#### Required action:
Every line below that has "dead" in it should be copied.

________________________________________

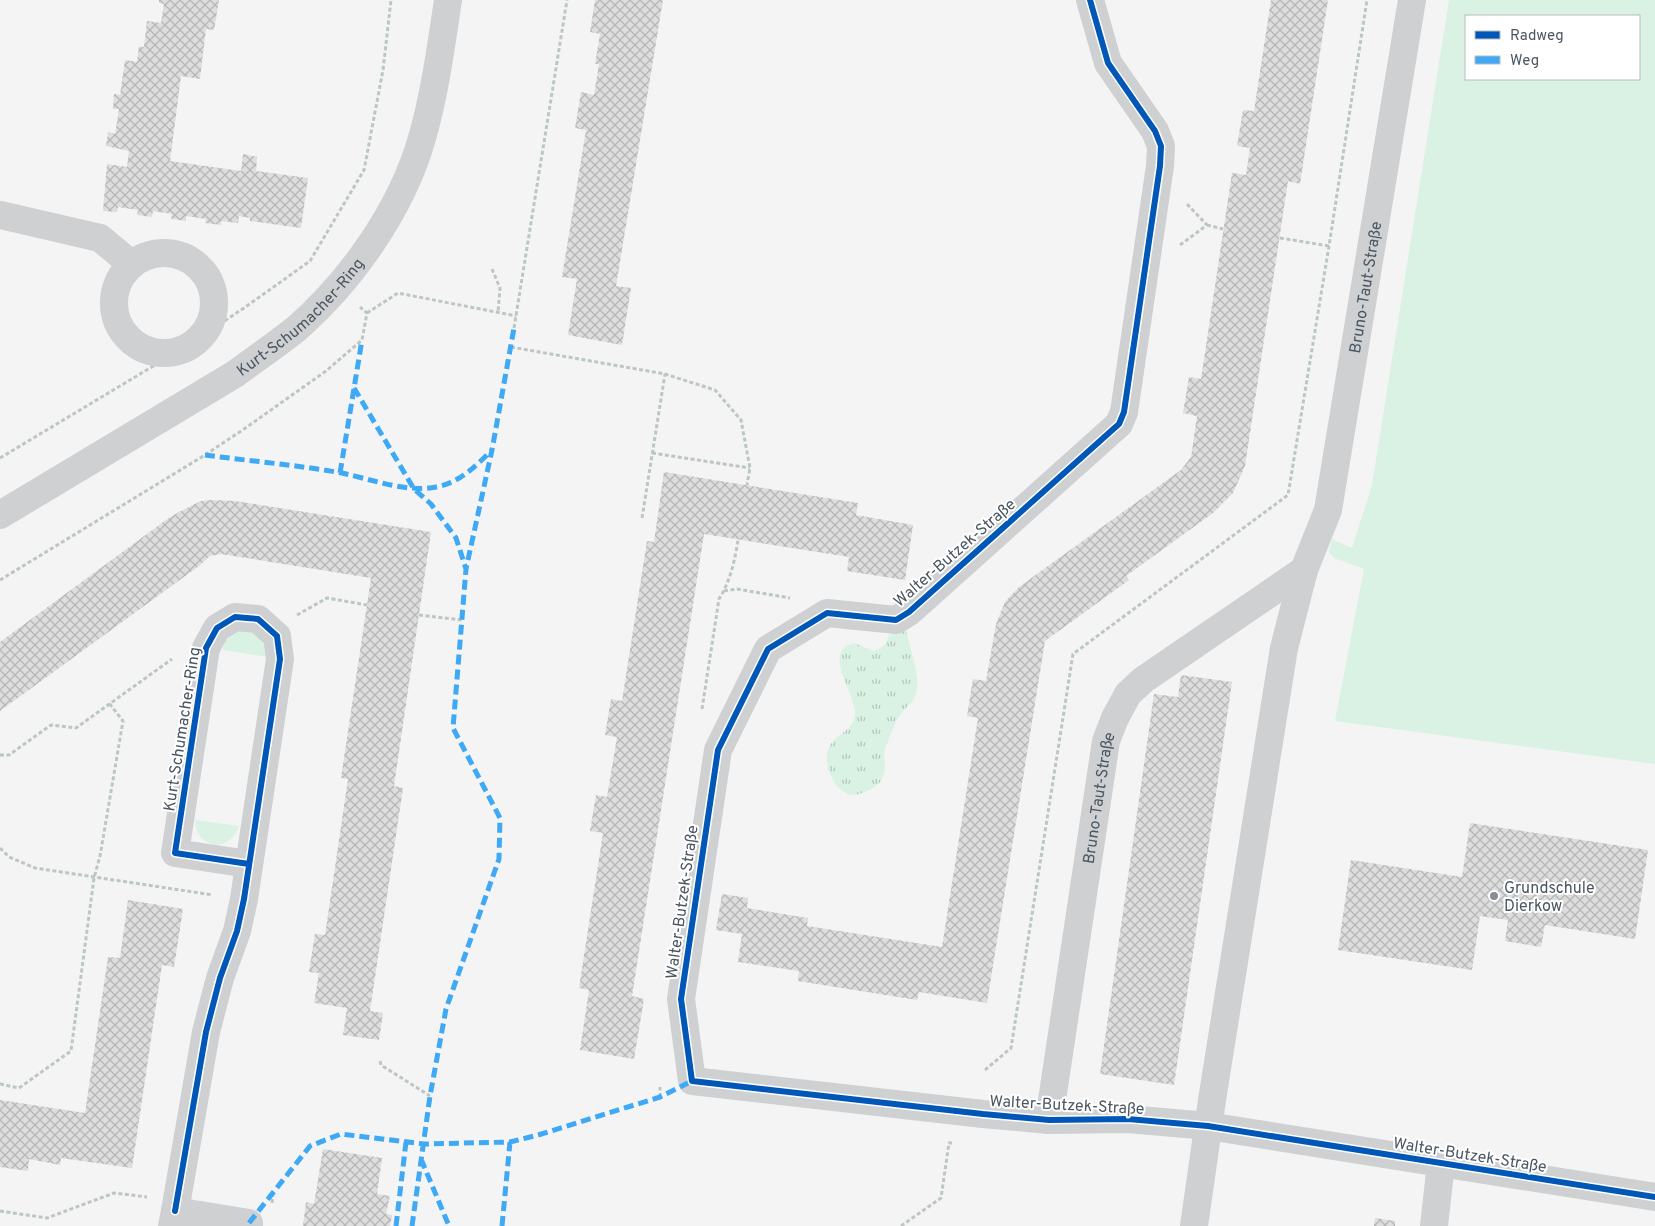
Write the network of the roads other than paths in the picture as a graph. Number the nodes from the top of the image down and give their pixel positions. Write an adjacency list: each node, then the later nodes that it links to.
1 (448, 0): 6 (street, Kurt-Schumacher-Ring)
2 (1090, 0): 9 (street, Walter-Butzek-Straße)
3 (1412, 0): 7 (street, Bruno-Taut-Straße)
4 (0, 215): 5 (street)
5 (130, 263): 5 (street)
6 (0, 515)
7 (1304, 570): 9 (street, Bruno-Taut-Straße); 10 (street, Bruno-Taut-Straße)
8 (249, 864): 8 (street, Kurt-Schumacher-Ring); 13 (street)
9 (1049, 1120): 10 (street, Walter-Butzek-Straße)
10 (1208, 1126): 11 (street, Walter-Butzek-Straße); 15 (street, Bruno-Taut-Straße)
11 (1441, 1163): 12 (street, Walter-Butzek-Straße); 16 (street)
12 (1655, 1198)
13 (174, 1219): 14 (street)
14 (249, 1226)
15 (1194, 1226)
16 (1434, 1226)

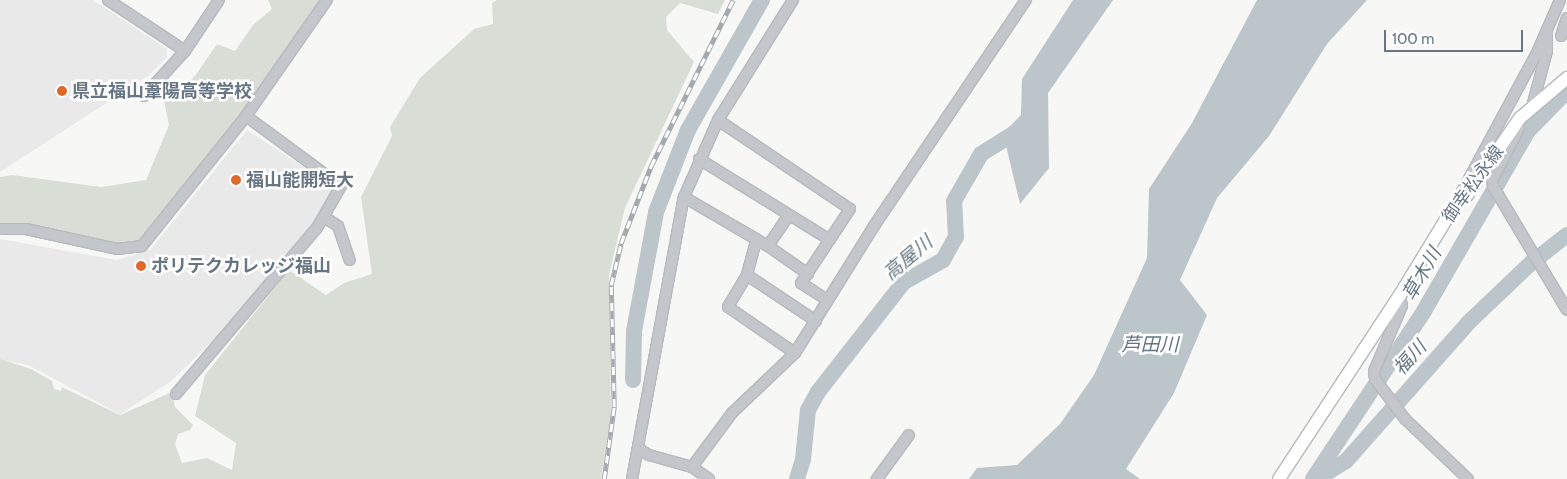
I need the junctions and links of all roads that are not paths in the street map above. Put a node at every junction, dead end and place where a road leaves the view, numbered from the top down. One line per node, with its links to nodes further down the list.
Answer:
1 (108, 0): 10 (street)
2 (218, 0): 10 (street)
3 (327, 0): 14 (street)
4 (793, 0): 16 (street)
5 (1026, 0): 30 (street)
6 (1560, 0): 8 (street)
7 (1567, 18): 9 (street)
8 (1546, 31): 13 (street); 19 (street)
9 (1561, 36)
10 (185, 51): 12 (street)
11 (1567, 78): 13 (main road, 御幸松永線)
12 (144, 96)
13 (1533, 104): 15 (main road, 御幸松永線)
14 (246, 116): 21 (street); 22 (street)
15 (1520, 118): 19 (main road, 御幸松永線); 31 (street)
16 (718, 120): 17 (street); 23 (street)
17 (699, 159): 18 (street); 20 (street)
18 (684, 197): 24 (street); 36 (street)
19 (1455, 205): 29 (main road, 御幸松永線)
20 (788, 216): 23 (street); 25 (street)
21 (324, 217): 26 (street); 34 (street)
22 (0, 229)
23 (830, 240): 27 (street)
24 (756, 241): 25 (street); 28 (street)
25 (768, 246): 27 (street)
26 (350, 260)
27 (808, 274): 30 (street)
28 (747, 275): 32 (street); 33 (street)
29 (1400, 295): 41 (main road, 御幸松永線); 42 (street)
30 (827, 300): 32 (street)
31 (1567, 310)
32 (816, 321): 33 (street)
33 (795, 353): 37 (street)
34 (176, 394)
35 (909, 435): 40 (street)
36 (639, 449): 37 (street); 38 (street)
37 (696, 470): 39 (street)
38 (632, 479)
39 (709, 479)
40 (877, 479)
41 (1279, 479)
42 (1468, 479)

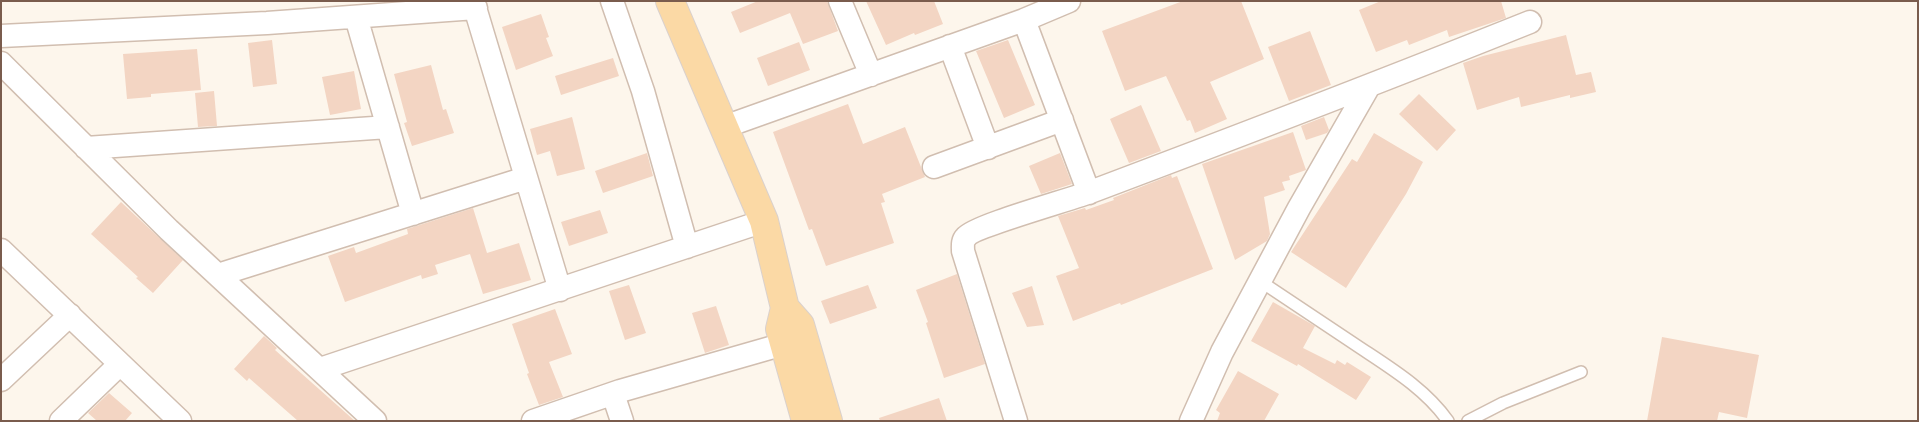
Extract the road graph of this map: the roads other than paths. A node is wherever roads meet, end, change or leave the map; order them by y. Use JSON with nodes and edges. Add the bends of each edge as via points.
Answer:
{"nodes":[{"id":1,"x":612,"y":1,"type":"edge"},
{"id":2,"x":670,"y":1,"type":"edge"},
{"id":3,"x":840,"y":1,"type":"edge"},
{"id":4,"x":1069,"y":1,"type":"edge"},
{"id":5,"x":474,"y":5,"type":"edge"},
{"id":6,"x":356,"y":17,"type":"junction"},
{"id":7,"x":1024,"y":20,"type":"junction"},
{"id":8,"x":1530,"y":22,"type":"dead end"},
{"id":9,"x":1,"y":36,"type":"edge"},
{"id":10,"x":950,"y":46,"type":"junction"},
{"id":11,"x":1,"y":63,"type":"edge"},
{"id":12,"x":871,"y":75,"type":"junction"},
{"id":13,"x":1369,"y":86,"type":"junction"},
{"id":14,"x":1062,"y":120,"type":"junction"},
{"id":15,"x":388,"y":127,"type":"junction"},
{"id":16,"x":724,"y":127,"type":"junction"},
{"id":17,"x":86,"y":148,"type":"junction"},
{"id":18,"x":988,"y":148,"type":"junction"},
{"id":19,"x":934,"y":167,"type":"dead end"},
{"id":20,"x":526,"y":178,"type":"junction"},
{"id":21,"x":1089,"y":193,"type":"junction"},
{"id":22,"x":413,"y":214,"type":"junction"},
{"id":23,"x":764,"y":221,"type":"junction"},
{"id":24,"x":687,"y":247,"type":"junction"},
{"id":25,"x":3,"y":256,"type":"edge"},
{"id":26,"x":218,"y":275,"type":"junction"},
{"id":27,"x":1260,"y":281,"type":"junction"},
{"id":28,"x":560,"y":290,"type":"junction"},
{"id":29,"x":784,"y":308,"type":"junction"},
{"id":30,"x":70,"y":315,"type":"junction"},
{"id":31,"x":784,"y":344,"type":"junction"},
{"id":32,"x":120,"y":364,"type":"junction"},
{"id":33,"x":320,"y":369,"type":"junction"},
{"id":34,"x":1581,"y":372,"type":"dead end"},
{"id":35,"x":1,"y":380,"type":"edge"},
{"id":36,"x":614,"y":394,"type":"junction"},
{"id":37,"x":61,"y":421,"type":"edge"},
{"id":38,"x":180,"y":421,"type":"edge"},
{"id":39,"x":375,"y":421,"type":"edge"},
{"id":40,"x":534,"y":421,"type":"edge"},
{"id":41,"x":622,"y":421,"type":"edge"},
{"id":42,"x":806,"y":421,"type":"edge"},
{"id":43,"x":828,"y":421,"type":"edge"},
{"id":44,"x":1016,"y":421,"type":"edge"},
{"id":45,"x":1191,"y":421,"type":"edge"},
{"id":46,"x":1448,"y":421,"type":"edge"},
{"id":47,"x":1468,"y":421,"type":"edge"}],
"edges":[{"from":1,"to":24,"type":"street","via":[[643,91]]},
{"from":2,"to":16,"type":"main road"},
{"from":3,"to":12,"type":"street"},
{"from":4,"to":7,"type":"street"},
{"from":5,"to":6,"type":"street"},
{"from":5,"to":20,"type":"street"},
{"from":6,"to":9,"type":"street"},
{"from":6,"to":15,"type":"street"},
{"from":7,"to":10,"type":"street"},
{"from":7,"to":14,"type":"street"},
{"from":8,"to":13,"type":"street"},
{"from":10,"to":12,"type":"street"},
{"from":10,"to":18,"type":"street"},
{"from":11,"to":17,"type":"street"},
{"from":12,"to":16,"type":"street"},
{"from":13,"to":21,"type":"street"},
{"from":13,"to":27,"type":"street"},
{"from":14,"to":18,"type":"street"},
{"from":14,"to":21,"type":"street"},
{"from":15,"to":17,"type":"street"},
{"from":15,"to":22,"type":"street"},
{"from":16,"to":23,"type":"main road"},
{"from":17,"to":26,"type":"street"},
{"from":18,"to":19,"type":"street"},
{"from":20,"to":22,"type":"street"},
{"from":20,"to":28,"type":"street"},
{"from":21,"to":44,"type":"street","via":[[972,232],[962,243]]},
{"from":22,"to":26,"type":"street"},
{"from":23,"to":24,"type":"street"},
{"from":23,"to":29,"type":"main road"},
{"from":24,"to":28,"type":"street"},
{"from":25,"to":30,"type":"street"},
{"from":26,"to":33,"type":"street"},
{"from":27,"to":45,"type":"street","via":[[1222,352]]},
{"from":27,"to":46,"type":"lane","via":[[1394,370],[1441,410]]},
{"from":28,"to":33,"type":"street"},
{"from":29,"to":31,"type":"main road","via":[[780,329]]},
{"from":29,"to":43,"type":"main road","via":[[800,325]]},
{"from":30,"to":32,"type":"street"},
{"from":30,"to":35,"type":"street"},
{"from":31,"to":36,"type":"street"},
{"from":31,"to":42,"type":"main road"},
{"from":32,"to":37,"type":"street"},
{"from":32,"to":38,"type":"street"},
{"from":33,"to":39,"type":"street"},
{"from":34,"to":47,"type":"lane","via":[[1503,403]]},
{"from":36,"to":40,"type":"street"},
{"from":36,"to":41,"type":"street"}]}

________________________________________

#### Your response:
I need the junctions and links of all roads that are not paths in the street map above. Put a node at every junction, dead end and place where a road leaves the view, numbered from the top down. One line per node, with its links to nodes further down the list.
{"id":8,"x":1530,"y":22,"type":"dead end"},
{"id":19,"x":934,"y":167,"type":"dead end"},
{"id":34,"x":1581,"y":372,"type":"dead end"},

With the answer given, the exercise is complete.